5 steps to securing NGO acceptance in the field

11.01.2021

To aid positive relationships with beneficiaries at the ground level, NGOs typically avoid a reliance on harder forms of security such as armed guards and armoured vehicles – despite often operating in high-risk contexts. Because of this, ‘acceptance’ is fundamental to most NGOs security frameworks, alongside deterrence and protection.

Through seeking approval from local community actors, organisations are sometimes able to rely on these partners to ensure their security while operating in the field. However, while Healix supports acceptance-based risk strategies, simply delivering positive impacts is not enough to secure local acceptance. Instead, acceptance strategies need to be active rather than passive, and managers need to ensure that field operations not only deliberately attain the approval of local actors, but maintain this approval for the duration of the programme length. Below we set out five steps for securing acceptance in the field.

1. Build relationships with the relevant local authorities, communities and power brokers

Prior to the inception of projects in new field locations, security managers need to identify the relevant power brokers in both formal and informal community structures. Gathering intelligence from the ground will enable these actors to be mapped out, and the relationships that they have with each other to be understood. A comprehensive acceptance strategy relies on establishing relationships with all of the powerful local actors because excluding specific actors from these relationships can heighten their intent to disrupt an NGO’s operations.

Wherever possible, introductions should be made by individuals or organisations that these actors already have a positive relationship with, such as through clan leaders, local politicians, religious leaders or government officials, if not through another NGO or aid agency. Security managers should also consider that while local power brokers may hold influence over the community, they may not be held in esteem by them; therefore NGOs should always ensure that acceptance strategies are multifaceted, and include broad community outreach to individuals at the ground level too.

2. Ensure programme objectives are clearly communicated

The local perceptions of an NGO’s objectives and motivations are some of its most important assets in the field. Security managers should recognise that local perceptions will be shaped in part by communities’ previous experiences with outsiders, whether that be foreign nationals or local nationals from other parts of the country. If a community has had a negative experience previously, their trust in outsiders is likely to be significantly lower. Therefore, managers need to establish programme objectives that can be communicated clearly at the community level, in a way that can be understood.

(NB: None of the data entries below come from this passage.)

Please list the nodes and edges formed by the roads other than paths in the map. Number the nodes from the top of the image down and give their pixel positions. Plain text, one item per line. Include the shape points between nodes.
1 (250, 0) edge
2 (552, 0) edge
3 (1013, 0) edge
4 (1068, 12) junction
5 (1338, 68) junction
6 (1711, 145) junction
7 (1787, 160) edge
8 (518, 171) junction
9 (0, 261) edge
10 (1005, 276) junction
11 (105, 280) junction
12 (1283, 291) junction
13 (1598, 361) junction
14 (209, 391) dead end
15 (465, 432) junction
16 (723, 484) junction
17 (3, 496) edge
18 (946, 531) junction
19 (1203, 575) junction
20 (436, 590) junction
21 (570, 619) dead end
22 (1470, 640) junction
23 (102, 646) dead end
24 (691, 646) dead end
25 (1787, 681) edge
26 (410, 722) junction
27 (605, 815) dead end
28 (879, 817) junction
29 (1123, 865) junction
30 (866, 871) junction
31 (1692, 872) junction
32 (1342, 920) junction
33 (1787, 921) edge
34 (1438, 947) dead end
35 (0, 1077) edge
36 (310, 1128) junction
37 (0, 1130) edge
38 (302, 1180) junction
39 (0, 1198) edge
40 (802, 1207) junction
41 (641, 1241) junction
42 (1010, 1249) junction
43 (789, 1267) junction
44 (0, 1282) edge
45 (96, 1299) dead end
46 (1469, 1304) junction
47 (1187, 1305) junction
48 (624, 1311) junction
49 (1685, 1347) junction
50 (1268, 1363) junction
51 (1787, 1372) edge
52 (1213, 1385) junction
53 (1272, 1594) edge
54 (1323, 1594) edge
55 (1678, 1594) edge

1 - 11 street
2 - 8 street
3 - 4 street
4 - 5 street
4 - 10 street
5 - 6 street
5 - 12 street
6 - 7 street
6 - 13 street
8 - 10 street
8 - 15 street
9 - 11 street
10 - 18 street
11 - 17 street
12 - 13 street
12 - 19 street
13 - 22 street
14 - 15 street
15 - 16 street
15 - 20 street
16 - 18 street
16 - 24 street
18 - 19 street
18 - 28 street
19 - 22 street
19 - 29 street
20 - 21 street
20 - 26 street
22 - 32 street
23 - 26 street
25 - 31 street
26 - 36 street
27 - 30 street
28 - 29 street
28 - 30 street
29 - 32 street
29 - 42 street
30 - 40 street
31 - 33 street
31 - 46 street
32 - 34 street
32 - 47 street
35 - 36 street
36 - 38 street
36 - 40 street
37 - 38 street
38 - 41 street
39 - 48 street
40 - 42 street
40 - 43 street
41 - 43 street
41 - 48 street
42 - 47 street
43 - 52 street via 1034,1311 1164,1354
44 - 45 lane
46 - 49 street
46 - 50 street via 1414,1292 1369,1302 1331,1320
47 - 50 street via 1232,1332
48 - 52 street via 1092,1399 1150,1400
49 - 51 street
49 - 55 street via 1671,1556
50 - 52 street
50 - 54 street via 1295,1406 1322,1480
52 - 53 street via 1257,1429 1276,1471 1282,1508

This messaging needs to specifically address any concerns that the local population is likely to have, and be consistently delivered across all field operatives, including via affiliated contractors, partners, and visiting donors.

3. Understand that poor operational efficiency is a security risk

There are few faster ways to jeopardise a community’s acceptance in the field of an NGO than its failure to deliver on the commitments it has made to them. Such scenarios can be inevitable at the field level, especially when relying on new contractors and fragile supply chains, however, from the local beneficiary’s perspective, these justifications can be difficult to understand. It is therefore vital that the expectations of beneficiaries are sensibly managed and that timelines allow margins for delays that could occur. It is always better to deliver projects to recipients quicker than they anticipated than deliver them several months too late. Moreover, if field workers anticipate that the late delivery of operations is likely to frustrate beneficiaries, these concerns must be flagged to the NGO’s security focal point so that consequent risks can be anticipated and mitigated.

4. Employ staff and volunteers from the local community, wherever possible

Communities will find it much easier to accept those who look like them, and share their own cultural identity, language and religion. Moreover, programmes that stimulate the local economy and create job opportunities are more likely to be accepted by the communities that they benefit as the positive outcomes can be directly understood. However, it is also important to acknowledge that employment opportunities in markets where few others exist are likely to generate intense competition. When candidates are unsuccessful in their applications, this can be a significant causal factor in them rejecting an organisation’s operations thereafter. For this reason, recruitment processes need to be transparent and clearly explained, and rejections and dismissals need to be handled with consideration of local cultural sensitivities.

5. Emergency response planning should account for damage to community relations

In the same way that emergency response plans are made to pre-empt the risks faced by personnel in the field, the relationship with the local community needs to be similarly safeguarded. Plans should be in place that can be enacted in the aftermath of an incident that is likely to damage community relations. This could include planning for road traffic accidents that impact beneficiaries for example; security managers should ensure that they have identified which community leaders they will communicate with in the aftermath of such an incident, and how apologies will be conveyed to the broader community. These plans should also ensure that mechanisms are in place to quickly communicate to staff in the field to alert them to any localised damage to the NGOs reputation in the short-term so that they can exercise heightened caution.

When acceptance in the field is not enough to mitigate risk

There will be times where acceptance in the field is not enough to mitigate risks. This is often the case in environments where there are multiple unknown actors with competing objectives, or in environments where the objectives of a programme are clearly in opposition to the objectives of the local power brokers. In these situations, security managers must place an emphasis on the other elements of their security frameworks – protection and deterrence, as well as a multitude of other strategies that can help inform both risk understanding and risk mitigation.